Employees are most engaged and perform best on the job when their managers focus on their strengths rather than their weaknesses, new research by Gallup has found.
Those employees who are encouraged to use their talents and strengths in their job produce more work and significantly better work. They are also more than twice as likely as other employees to be engaged in their job.
Engaged employees are those who are involved in, enthusiastic about and committed to their work and workplace. After years of study on the topic, Gallup has found that fewer than one-third of American workers are engaged in their jobs. The other two-thirds are indifferent, “sleepwalking through their workday without regard for their performance or their organization’s performance.”
Among employees whose managers encourage them to use their strengths on the job, 67 percent are engaged in their jobs. At the other end of the spectrum – employees whose managers focus on their weaknesses – only 2 percent are engaged and 71 percent are actively disengaged.
The most powerful benefit a manager can give employees, the report said, “is to place them in jobs that allow them to use the best of their natural talents, adding skills and knowledge to develop and apply their strengths.”
So it’s not a surprise to learn that the primary culprit when it comes to a lack of employee engagement is poor management. A study of more than 7,000 employees found that half of them had left a job at some point in their lives to get away from a manager.
Consistent, open communication between manager and employee is one of the primary keys to employee engagement, the Gallup studies found. Engagement is highest with employees who have daily communication with their managers – whether it is face to face, over the phone or by email or text. Employees whose managers hold regular meetings with them are almost three times as likely to be engaged as those who don’t hold regular meetings.
It is important that the communication be about more than what is happening in the workplace, the study found. Employees want to feel their managers are invested in them as people and are interested in their lives outside the office.
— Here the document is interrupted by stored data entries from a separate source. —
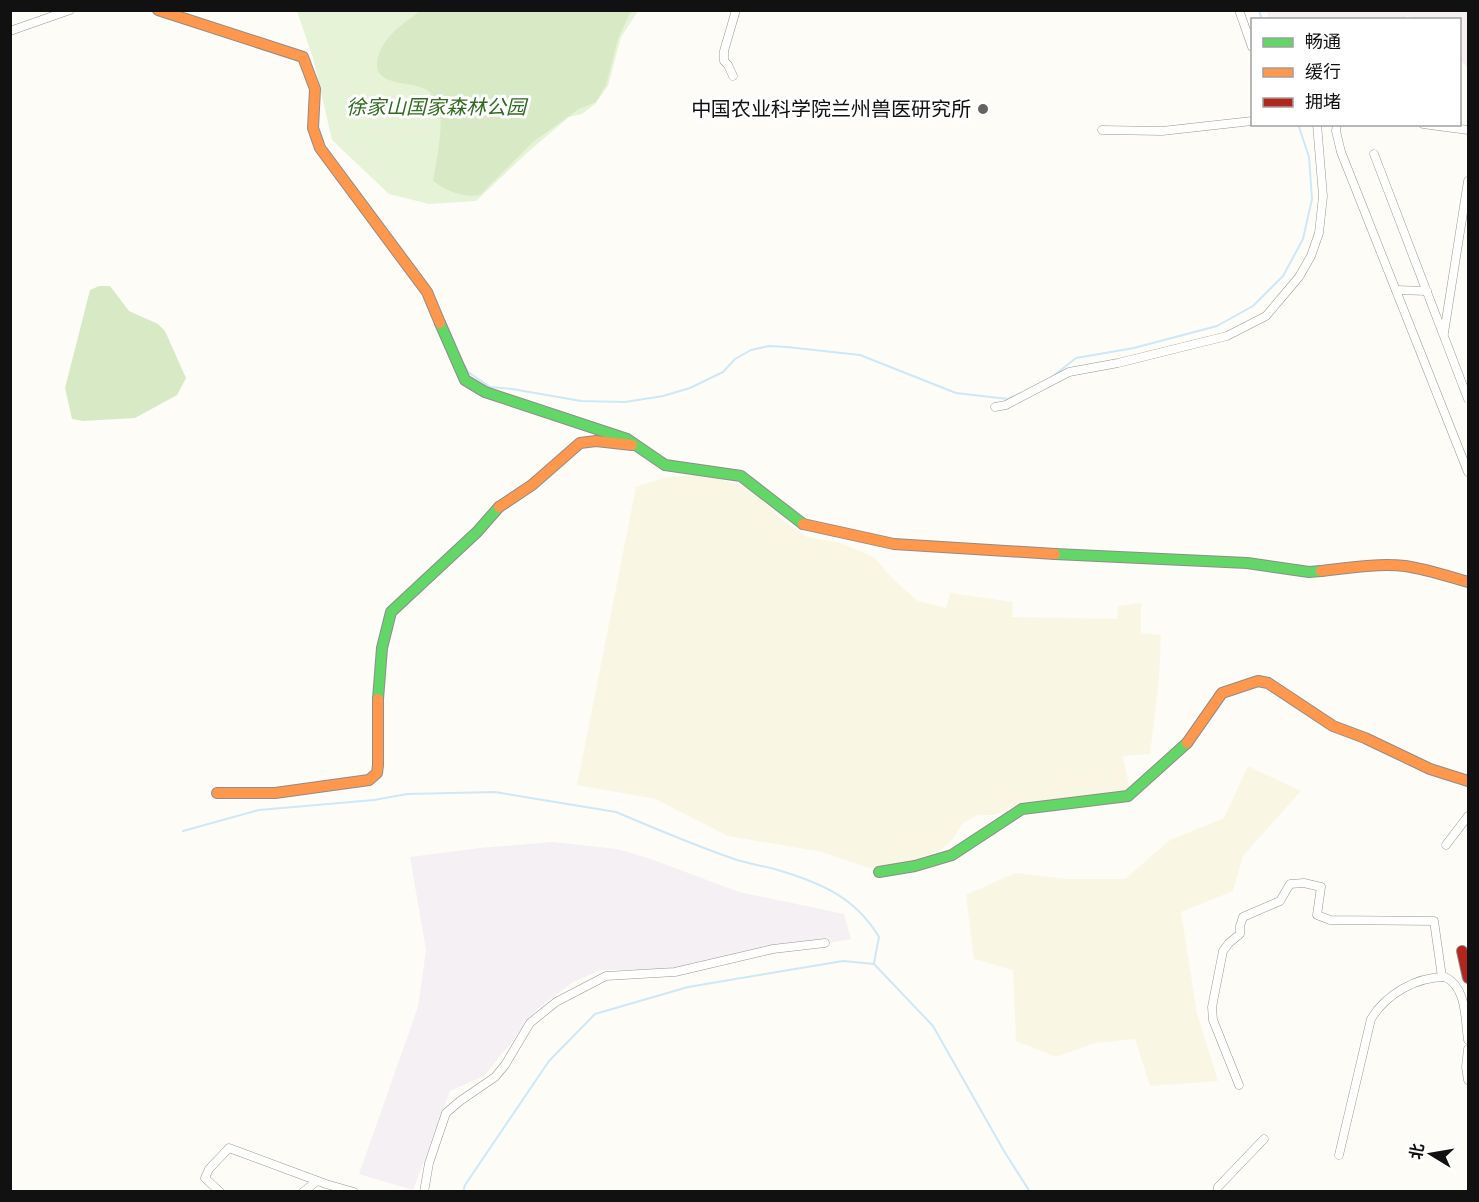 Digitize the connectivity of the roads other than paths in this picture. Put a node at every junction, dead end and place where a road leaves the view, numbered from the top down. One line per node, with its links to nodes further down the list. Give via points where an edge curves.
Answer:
1 (70, 10): 5 (street)
2 (158, 10): 21 (street, via 303,57 315,89 313,128 320,148 428,292 465,380 485,392)
3 (736, 10): 7 (street, via 723,61)
4 (1239, 10): 6 (street)
5 (10, 31)
6 (1251, 44)
7 (733, 76)
8 (1251, 122): 12 (street, via 1162,131)
9 (1317, 126): 20 (street, via 1323,196 1318,233 1299,277 1266,316 1227,336 1069,372)
10 (1337, 126): 16 (street, via 1341,152)
11 (1438, 126): 13 (street)
12 (1102, 130)
13 (1468, 130)
14 (1374, 154): 17 (street)
15 (1468, 181): 18 (street)
16 (1396, 290): 17 (street); 22 (street)
17 (1427, 291): 18 (street)
18 (1444, 334): 19 (street)
19 (1468, 399)
20 (995, 407)
21 (636, 445): 23 (street, via 665,465 741,476 809,527 894,544 1247,563 1309,572 1404,566); 25 (street, via 580,443 532,485 495,510 477,532 391,612 380,656 377,772 369,780 275,793)
22 (1468, 472)
23 (1468, 582)
24 (1468, 781): 28 (street, via 1430,769 1333,726 1268,683 1258,681 1222,693 1190,740 1128,796 1022,808 952,855)
25 (217, 793)
26 (1468, 816): 27 (street)
27 (1446, 845)
28 (879, 872)
29 (825, 943): 43 (street, via 773,949 675,972 606,976 556,1002 530,1023 495,1077 446,1113)
30 (1462, 951): 32 (street)
31 (1442, 977): 33 (street, via 1457,986 1461,994); 36 (street, via 1434,921 1330,920 1317,915 1321,886 1290,884 1280,901 1243,917 1240,934 1223,951 1213,1020); 38 (street, via 1401,989 1378,1007 1371,1018)
32 (1468, 978)
33 (1468, 1040)
34 (1468, 1049): 35 (street)
35 (1468, 1080)
36 (1239, 1085)
37 (1264, 1139): 44 (street)
38 (1339, 1155)
39 (317, 1181): 40 (street, via 229,1148 209,1168 205,1178); 41 (street); 42 (street)
40 (220, 1191)
41 (303, 1191)
42 (354, 1191)
43 (424, 1191)
44 (1217, 1191)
The best managers, the study said, are those that build genuine relationships with their employees and understand that each person is different.
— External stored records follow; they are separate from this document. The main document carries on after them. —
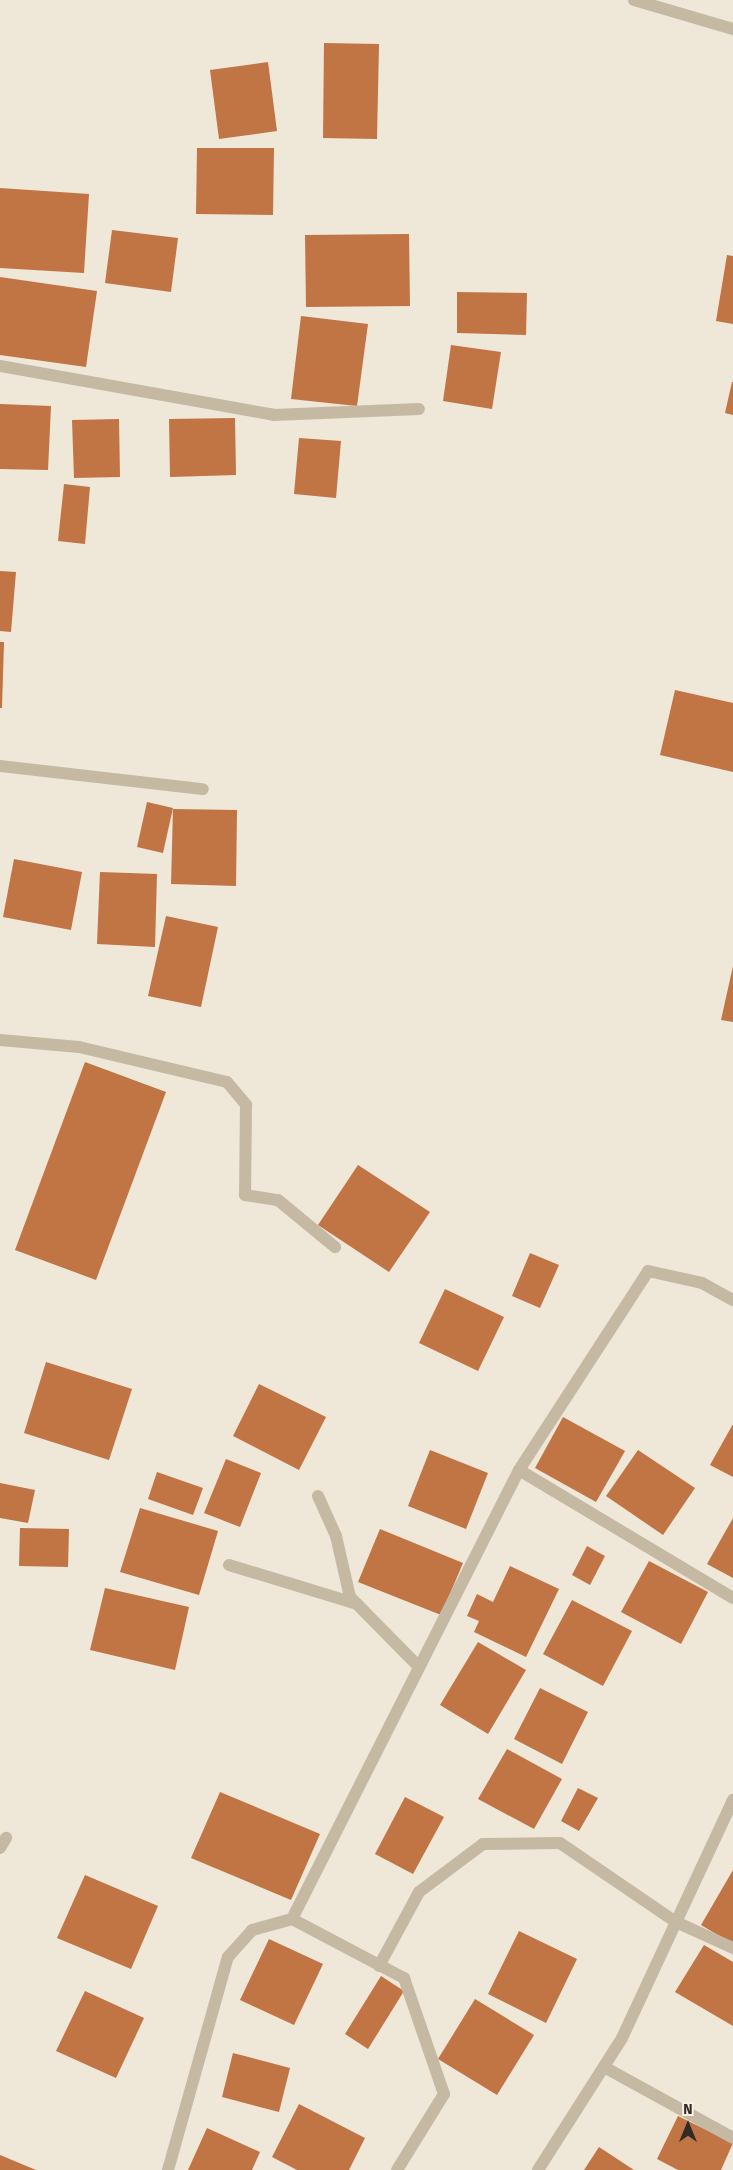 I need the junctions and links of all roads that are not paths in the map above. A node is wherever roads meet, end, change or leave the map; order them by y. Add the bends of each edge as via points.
1 (634, 0) edge
2 (733, 29) edge
3 (0, 366) edge
4 (419, 409) dead end
5 (0, 766) edge
6 (203, 788) dead end
7 (0, 1040) edge
8 (335, 1247) dead end
9 (733, 1300) edge
10 (519, 1470) junction
11 (318, 1496) dead end
12 (229, 1566) dead end
13 (733, 1598) edge
14 (357, 1604) junction
15 (419, 1667) junction
16 (733, 1800) edge
17 (292, 1919) junction
18 (676, 1922) junction
19 (733, 1948) edge
20 (379, 1966) junction
21 (604, 2067) junction
22 (733, 2138) edge
23 (168, 2170) edge
24 (397, 2170) edge
25 (538, 2170) edge

1 - 2 street
3 - 4 street via 274,415
5 - 6 street
7 - 8 street via 79,1047 227,1082 246,1105 245,1195 278,1200
9 - 10 street via 702,1283 648,1271
10 - 13 street
10 - 15 street
11 - 14 street via 336,1536 350,1597
12 - 14 street
14 - 15 street
15 - 17 street
16 - 18 street
17 - 20 street
17 - 23 street via 252,1930 228,1957
18 - 19 street
18 - 20 street via 560,1843 483,1844 419,1892
18 - 21 street via 622,2038
20 - 24 street via 404,1978 444,2094
21 - 22 street
21 - 25 street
“A productive workplace is one in which people feel safe – safe enough to experiment, to challenge, to share information and to support one another,” the Gallup report said. “In this type of workplace, team members are prepared to give the manager and their organization the benefit of the doubt. None of this can happen if the employees do not feel cared about.”
Knowing what is expected of them by management is another key for employee engagement. Employees need more than a written job description to fully understand their role, the study said.
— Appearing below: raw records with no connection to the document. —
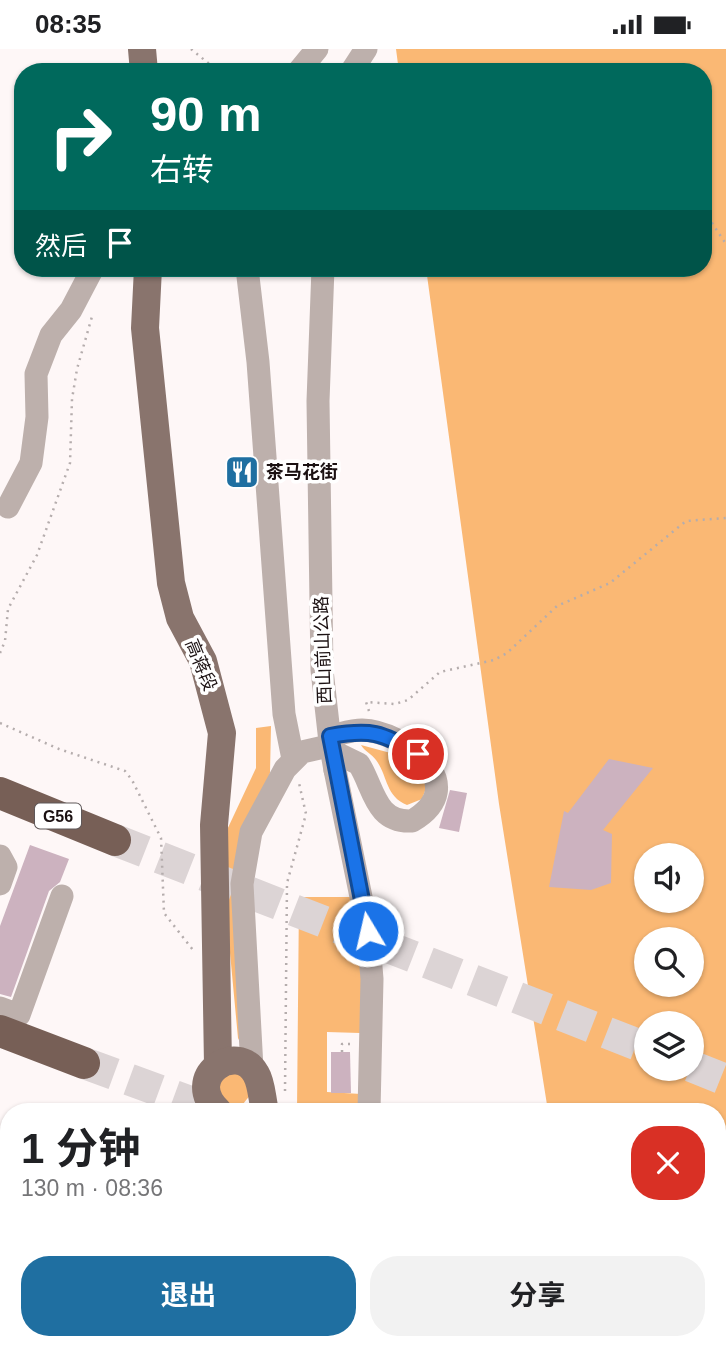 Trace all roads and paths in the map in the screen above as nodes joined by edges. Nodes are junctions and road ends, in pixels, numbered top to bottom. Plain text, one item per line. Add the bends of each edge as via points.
1 (191, 49) edge
2 (317, 49) edge
3 (208, 63) edge
4 (305, 63) edge
5 (712, 223) edge
6 (726, 244) edge
7 (88, 277) edge
8 (148, 277) edge
9 (248, 277) edge
10 (323, 277) edge
11 (93, 312) dead end
12 (8, 507) dead end
13 (726, 517) edge
14 (0, 653) edge
15 (378, 733) junction
16 (330, 739) junction
17 (293, 759) junction
18 (0, 793) edge
19 (116, 840) tunnel mouth
20 (0, 856) edge
21 (0, 884) edge
22 (62, 896) dead end
23 (0, 1008) edge
24 (0, 1031) edge
25 (83, 1063) tunnel mouth
26 (218, 1065) junction
27 (262, 1096) edge
28 (210, 1103) edge
29 (369, 1103) edge

1 - 3 path
2 - 4 street
5 - 6 path
7 - 12 street via 72,310 51,335 36,374 31,463
8 - 26 main road, 高蒋段 via 145,328 171,583 180,618 203,661 222,733 214,825
9 - 17 street via 284,714
10 - 16 street, 西山前山公路 via 318,428 322,670
11 - 14 path via 76,369 70,463 37,555 8,609
13 - 15 path via 686,521 610,583 557,606 494,660 440,672 408,700 366,702
15 - 16 street via 362,730
15 - 17 street via 418,754 434,774 435,800 412,821 382,811 359,764 345,755 313,747
16 - 29 street, 西山前山公路, bridge via 368,931 372,979
17 - 27 path via 306,814 287,883
17 - 27 street via 258,816 243,865
18 - 19 highway, G56
20 - 21 street via 6,867
22 - 23 street via 19,1015
24 - 25 highway
26 - 27 main road via 235,1061
26 - 28 main road, 高蒋段 via 205,1088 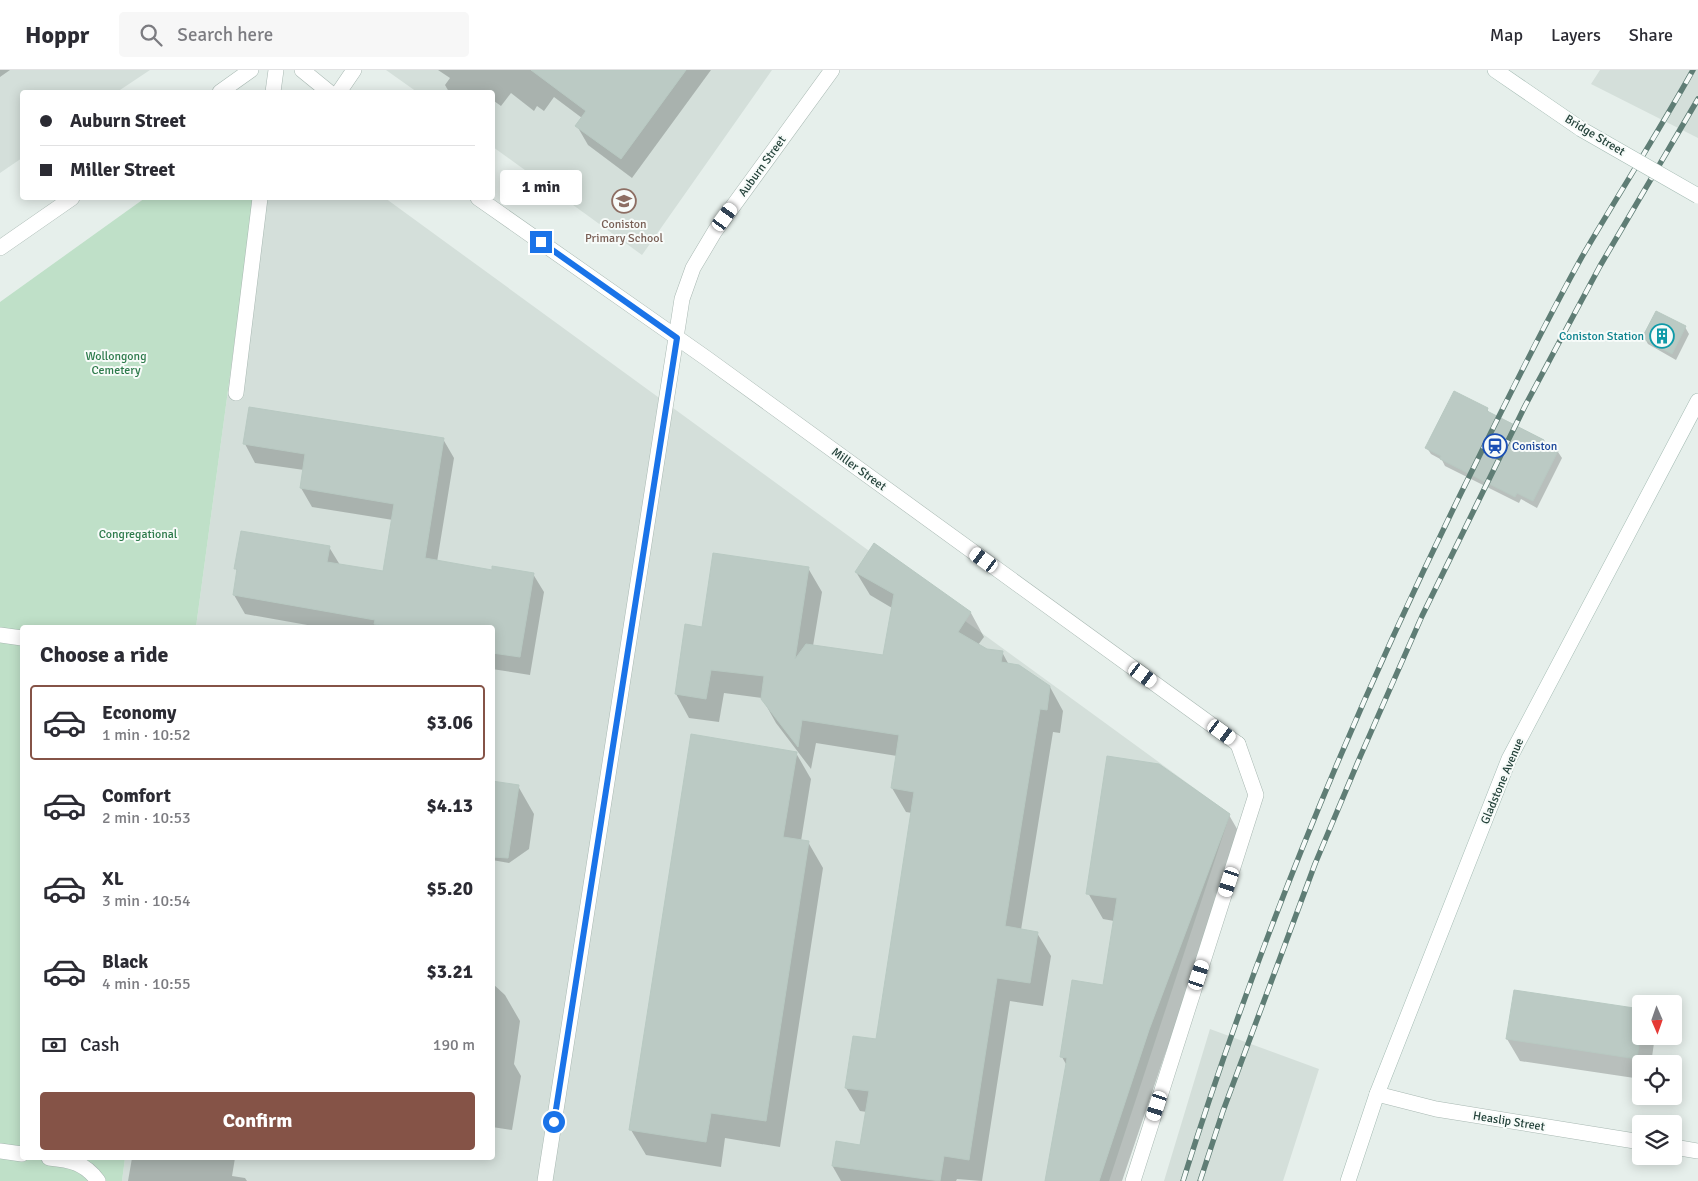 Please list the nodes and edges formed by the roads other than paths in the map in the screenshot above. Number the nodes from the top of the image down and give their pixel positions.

“Great managers don’t just tell employees what’s expected of them and leave it at that. Instead, they frequently talk with employees about their responsibilities and progress. They don’t save those critical conversations for once-a-year performance reviews,“ the report said.
The problem, says Gallup, is that only a small percentage of people are really cut out to be managers. Their research shows that only one in 10 people possess the talent to be good managers, and companies choose the wrong people 82 percent of the time.
From years of study of managers in every occupation from military personnel to teachers to trucking, Gallup found the following five talents are essential to being a good manager:
While many people have some of these talents, few have all. Gallup has found that managers possessing these qualities have lower turnover and unscheduled absences, as well as bring higher productivity and profitability to the organization.